Nevertheless, I admit that there are scenarios in which the numbers could indicate a forthcoming sleeper Romney win. I simply find those scenarios unlikely, given that any other conclusion requires me to throw out virtually the past month of polling as somehow blind to the contingencies. I am not willing to do that, because my faith in Mitt Romney is weaker than my faith in the laws of probability. Which, by the way, is not a slam on Romney. God made the laws of probability. The Romney campaign is the creation of men.
I could stop here and simply join the likes of Nate Silver in saying I believe Barack Obama will win Ohio on the basis of the state polls. But truly, that is not what motivates my pessimism. Polls can be wrong — catastrophically so, in fact. If my time in Ohio had convinced me that the people of Ohio are amenable to Romney the man, and the message he brings, I would cheerily brush off those polls, as I am inclined to do with the ones showing an Obama lead in New Hampshire (a libertarian state with a distinctly New England cast and a love of fiscal conservatism). The trouble is, my time in Ohio didn’t convince me of that.
In fact, it convinced me of just the opposite.
To illustrate why, allow me to explain the findings of the latest Survey USA poll, which shows Obama leading by three points:
“Romney leads today, as he has in each of the 4 polls, on which candidate would do a better job balancing the federal budget. Obama leads today, as he has in each of the 4 polls, on which candidate is more in touch with the average voter.”
These two sentences explain, in devastating detail, why Barack Obama will win Ohio.

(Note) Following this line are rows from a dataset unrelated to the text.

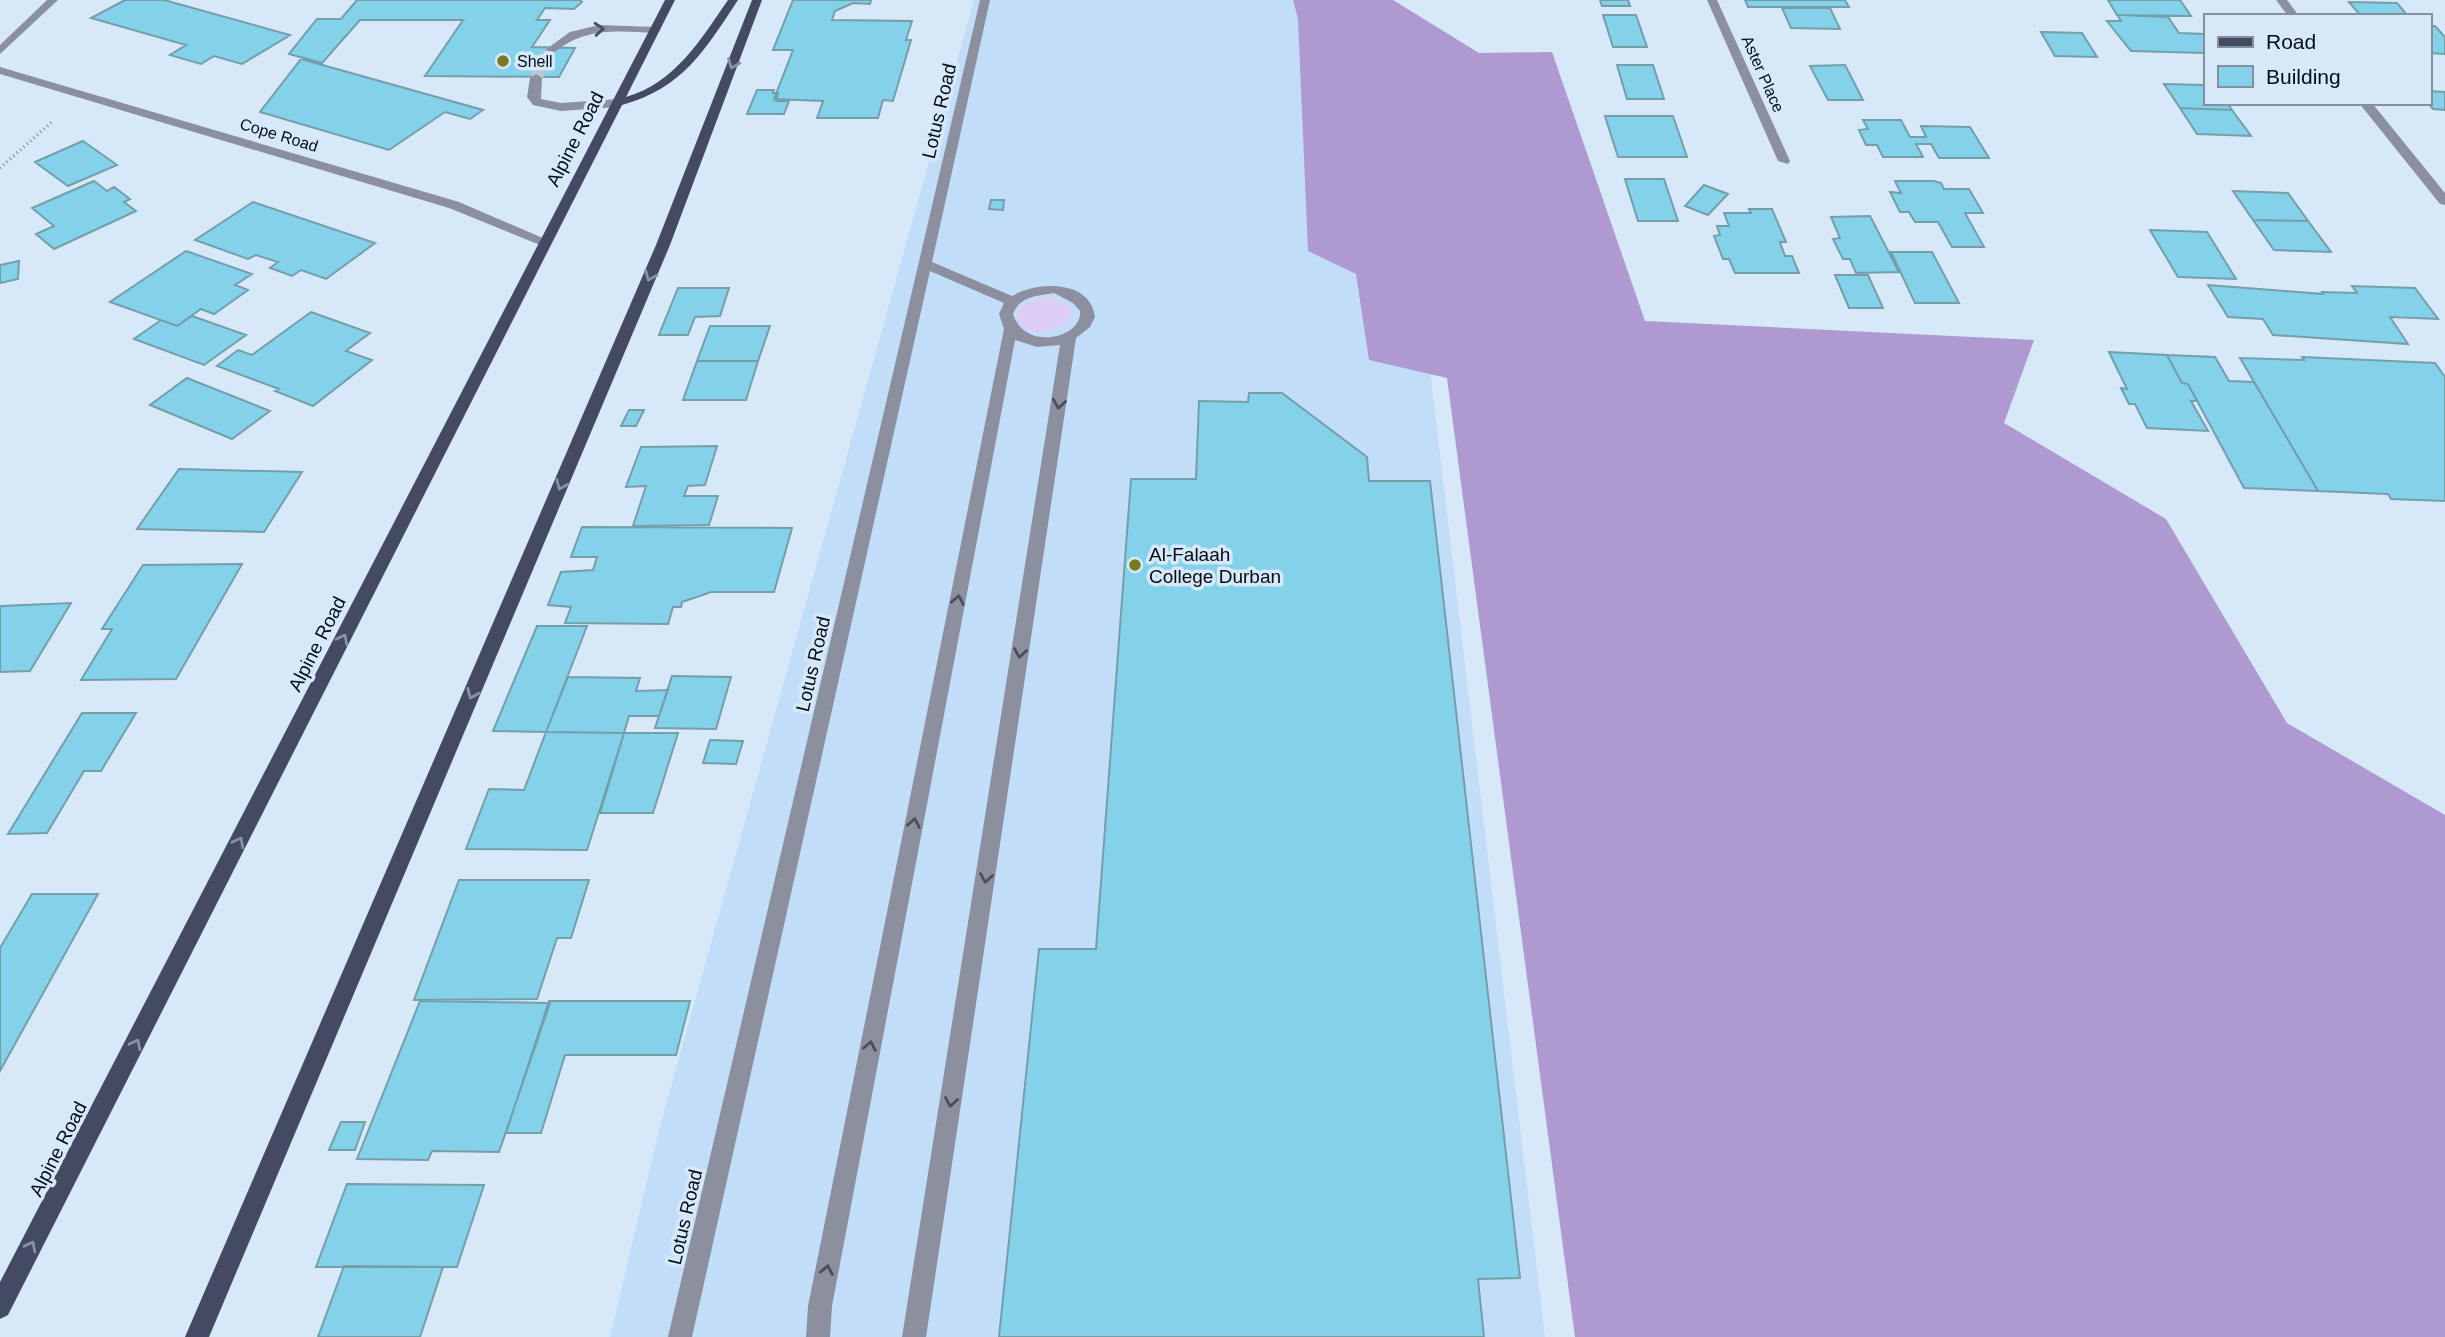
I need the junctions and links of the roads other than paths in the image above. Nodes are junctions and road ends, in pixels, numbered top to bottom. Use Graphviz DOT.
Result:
graph roads {
  1 [pos="53,0"];
  2 [pos="670,0"];
  3 [pos="733,0"];
  4 [pos="757,0"];
  5 [pos="985,0"];
  6 [pos="1712,0"];
  7 [pos="2281,0"];
  8 [pos="2292,14"];
  9 [pos="655,30"];
  10 [pos="551,50"];
  11 [pos="0,51"];
  12 [pos="0,70"];
  13 [pos="536,78"];
  14 [pos="617,103"];
  15 [pos="2367,105"];
  16 [pos="1784,161"];
  17 [pos="2445,201"];
  18 [pos="545,242"];
  19 [pos="926,264"];
  20 [pos="1012,301"];
  21 [pos="1010,331"];
  22 [pos="1069,336"];
  23 [pos="0,1307"];
  24 [pos="197,1337"];
  25 [pos="680,1337"];
  26 [pos="818,1337"];
  27 [pos="914,1337"];
  1 -- 11 [label="street"];
  2 -- 9 [label="main road, Alpine Road"];
  3 -- 14 [label="main road"];
  4 -- 24 [label="main road, one-way"];
  5 -- 19 [label="street, Lotus Road"];
  6 -- 16 [label="street, Aster Place"];
  7 -- 8 [label="street"];
  10 -- 9 [label="street, one-way"];
  9 -- 14 [label="main road, Alpine Road"];
  12 -- 18 [label="street, Cope Road"];
  13 -- 14 [label="street"];
  14 -- 18 [label="main road, Alpine Road"];
  15 -- 17 [label="street"];
  23 -- 18 [label="main road, Alpine Road, one-way"];
  19 -- 20 [label="street"];
  19 -- 25 [label="street, Lotus Road"];
  20 -- 21 [label="street"];
  20 -- 22 [label="street"];
  21 -- 22 [label="street"];
  26 -- 21 [label="street, one-way"];
  22 -- 27 [label="street, one-way"];
}
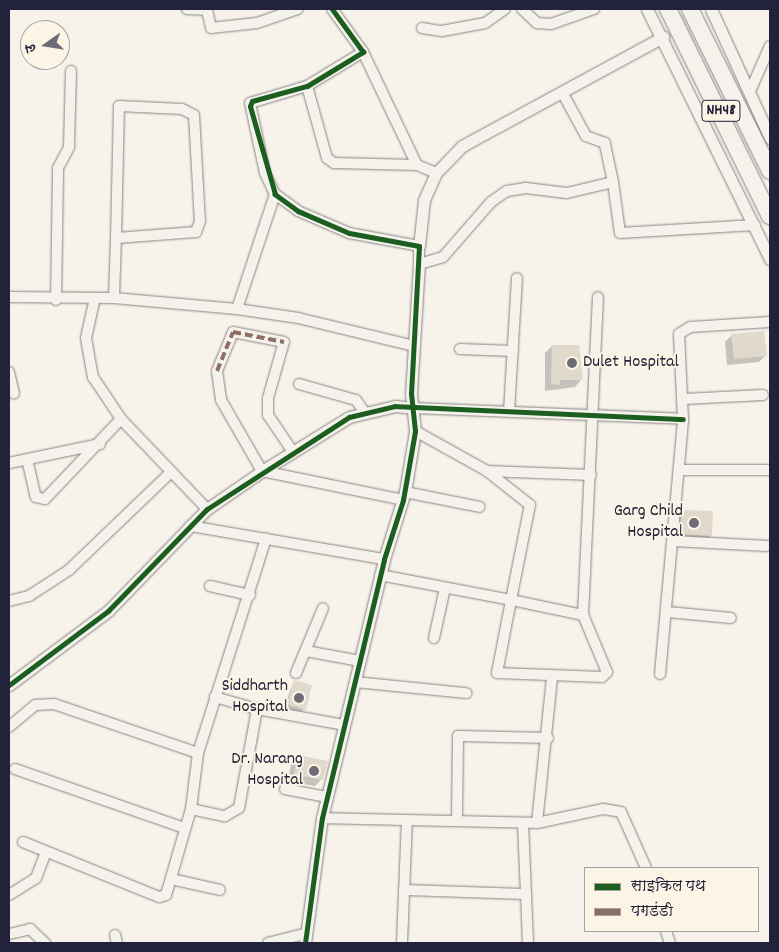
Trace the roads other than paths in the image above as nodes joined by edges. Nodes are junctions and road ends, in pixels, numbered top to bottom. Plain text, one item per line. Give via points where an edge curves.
1 (187, 9) edge
2 (298, 9) edge
3 (332, 9) edge
4 (505, 9) edge
5 (522, 9) edge
6 (594, 9) edge
7 (647, 9) edge
8 (668, 9) edge
9 (690, 9) edge
10 (711, 9) edge
11 (422, 28) dead end
12 (663, 37) junction
13 (770, 46) edge
14 (363, 52) junction
15 (70, 70) dead end
16 (307, 86) junction
17 (751, 89) junction
18 (562, 92) junction
19 (770, 138) edge
20 (416, 165) junction
21 (770, 171) edge
22 (436, 173) junction
23 (613, 182) junction
24 (275, 194) junction
25 (770, 216) edge
26 (754, 225) junction
27 (116, 238) junction
28 (419, 246) junction
29 (770, 259) edge
30 (419, 264) junction
31 (517, 278) dead end
32 (9, 297) edge
33 (598, 297) dead end
34 (95, 298) junction
35 (114, 298) junction
36 (56, 300) junction
37 (237, 309) junction
38 (770, 322) edge
39 (415, 346) junction
40 (460, 349) dead end
41 (513, 351) junction
42 (9, 372) edge
43 (299, 384) dead end
44 (14, 393) dead end
45 (763, 395) dead end
46 (684, 399) junction
47 (413, 408) junction
48 (509, 412) junction
49 (365, 413) junction
50 (594, 414) junction
51 (121, 419) junction
52 (683, 419) junction
53 (415, 431) junction
54 (100, 444) junction
55 (293, 452) junction
56 (27, 459) junction
57 (9, 463) edge
58 (680, 470) junction
59 (770, 470) edge
60 (262, 471) junction
61 (487, 471) junction
62 (170, 473) junction
63 (591, 475) junction
64 (404, 496) junction
65 (480, 507) dead end
66 (207, 509) junction
67 (190, 526) junction
68 (266, 538) junction
69 (674, 541) junction
70 (767, 546) dead end
71 (384, 559) junction
72 (380, 575) junction
73 (210, 586) dead end
74 (445, 588) junction
75 (250, 595) junction
76 (511, 600) junction
77 (9, 601) edge
78 (323, 608) dead end
79 (668, 612) junction
80 (583, 615) junction
81 (730, 618) dead end
82 (434, 638) dead end
83 (306, 651) junction
84 (360, 661) junction
85 (296, 673) dead end
86 (660, 674) dead end
87 (552, 677) junction
88 (355, 682) junction
89 (9, 685) edge
90 (466, 693) dead end
91 (215, 697) junction
92 (257, 709) junction
93 (344, 724) junction
94 (9, 727) edge
95 (548, 738) junction
96 (198, 753) junction
97 (15, 769) dead end
98 (285, 789) dead end
99 (327, 797) junction
100 (191, 809) junction
101 (322, 818) junction
102 (457, 819) junction
103 (407, 820) junction
104 (522, 823) junction
105 (537, 823) junction
106 (184, 828) junction
107 (23, 842) dead end
108 (46, 852) junction
109 (646, 867) edge
110 (170, 879) junction
111 (220, 890) dead end
112 (404, 890) junction
113 (526, 894) junction
114 (9, 895) edge
115 (9, 934) edge
116 (305, 939) edge
117 (45, 943) edge
118 (268, 943) edge
119 (402, 943) edge
120 (528, 943) edge

1 - 2 street via 207,10 211,28 257,23
3 - 14 street
4 - 11 street via 485,23 442,31
5 - 6 street via 537,23 551,24
7 - 12 street
8 - 25 highway, NH48
9 - 21 highway, NH48
10 - 17 street
12 - 18 street
12 - 26 street
13 - 17 street
14 - 16 street
14 - 20 street
15 - 36 street via 69,147 58,168
16 - 20 street via 327,158 334,163
16 - 24 street via 250,103 266,174
17 - 19 street
18 - 22 street via 485,131 462,146
18 - 23 street via 586,136 605,143
20 - 22 street
22 - 28 street via 424,200
23 - 26 street via 620,233
23 - 30 street via 567,193 526,188 507,191 491,202 443,257
24 - 28 street via 298,211 349,233
24 - 37 street
26 - 29 street
27 - 27 street via 196,232 200,211 194,115 182,109 119,106
27 - 35 street
28 - 30 street
30 - 39 street
31 - 41 street
32 - 36 street
33 - 50 street
34 - 35 street
34 - 36 street
34 - 51 street via 87,357 92,377
35 - 37 street
37 - 39 street via 298,318
38 - 46 street via 683,329 679,334
39 - 47 street
40 - 41 street
41 - 48 street
42 - 44 street
43 - 49 street via 356,400
45 - 46 street
46 - 52 street
47 - 48 street
47 - 49 street via 395,406
47 - 53 street
48 - 50 street
49 - 55 street via 349,417
50 - 52 street
50 - 63 street
51 - 54 street
51 - 62 street
52 - 58 street
53 - 61 street
53 - 64 street
54 - 56 street
54 - 56 street via 45,499 36,497
55 - 60 street
55 - 60 street via 268,415 268,398 284,342 233,332 217,371 221,400
56 - 57 street
58 - 59 street
58 - 69 street
60 - 64 street
60 - 66 street
61 - 63 street
61 - 76 street via 530,504
62 - 66 street
62 - 77 street via 69,570 29,596
63 - 80 street
64 - 65 street
64 - 71 street
66 - 67 street
67 - 68 street
67 - 89 street via 108,611
68 - 71 street
68 - 75 street
69 - 70 street
69 - 79 street
71 - 72 street
72 - 74 street
72 - 84 street
73 - 75 street
74 - 76 street
74 - 82 street
75 - 91 street
76 - 80 street
76 - 87 street via 497,673
78 - 83 street
79 - 81 street
79 - 86 street
80 - 87 street via 607,672 602,677
83 - 84 street
83 - 85 street
84 - 88 street
87 - 95 street
88 - 90 street
88 - 93 street
91 - 92 street
91 - 96 street
92 - 93 street
92 - 100 street via 239,808 225,816
93 - 99 street
94 - 96 street via 35,705 54,704
95 - 102 street via 458,736
95 - 105 street
96 - 100 street
97 - 106 street
98 - 99 street
99 - 101 street
100 - 106 street
101 - 103 street
101 - 116 street
102 - 103 street
102 - 104 street
103 - 112 street
104 - 105 street
104 - 113 street
105 - 109 street via 603,809 621,812
106 - 110 street
107 - 108 street
108 - 110 street via 159,897 166,895
108 - 114 street via 36,878
110 - 111 street
112 - 113 street
112 - 119 street
113 - 120 street
115 - 117 street via 30,928
116 - 118 street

Why? Read on to find out.
The musical “1776″ includes the line, “Most men with nothing would rather protect the possibility of becoming rich than face the reality of being poor.” When it comes to Ohio’s electorate, this sentence is about as alien as a Michigan State supporter. Most men (and women) in Ohio would rather foreclose the possibility of becoming rich to others than escape the reality of being poor themselves. It is not for nothing that this state gave the socialist Eugene Debs one of his best showings in the early 20th century.
That spirit is still alive today, and you can see it in the attack ads the Obama campaign and its allies have chosen to emphasize in their never-ending barrage of this state’s electorate. Nowhere has the Bain Capital line of attack been more fiercely emphasized than in Ohio. Conservatives may have entertained themselves with a bit of a joke about the left’s hypocrisy when the Obama campaign attempted to “otherize” Mitt Romney with an ad calling him “not one of us” for being an outsourcer, but the Ohio electorate wasn’t laughing. The Obama campaign has been diabolically intelligent in their focus on this state, because they realize that even if Ohio voters accept the caricature of President Obama as a neo-Marxist, anti-colonial black radical with a hatred of the rich and of America, that caricature of Obama still has an advantage over Mitt Romney because of two simple facts:
Mitt Romney is rich, and doesn’t hide it, and Mitt Romney is smart, and doesn’t hide it.
It is the latter part that truly damns Romney’s prospects. As anyone who has looked at the Bush-era election cycles should be able to tell, Ohio voters will vote for a spectacularly wealthy candidate like George W. Bush, so long as he is opposed by an egghead like Al Gore or John Kerry, who also happens to be rich. Similarly, in 2010, neither John Kasich nor Ted Strickland emphasized their technocratic brainpower in running to be Ohio’s governor, and as such, the more successful but still homegrown Kasich ended up winning. If Romney’s IQ appeared to be 50 points lower, he would not have to worry, because Obama’s self-conscious egghead persona would do all the work for him.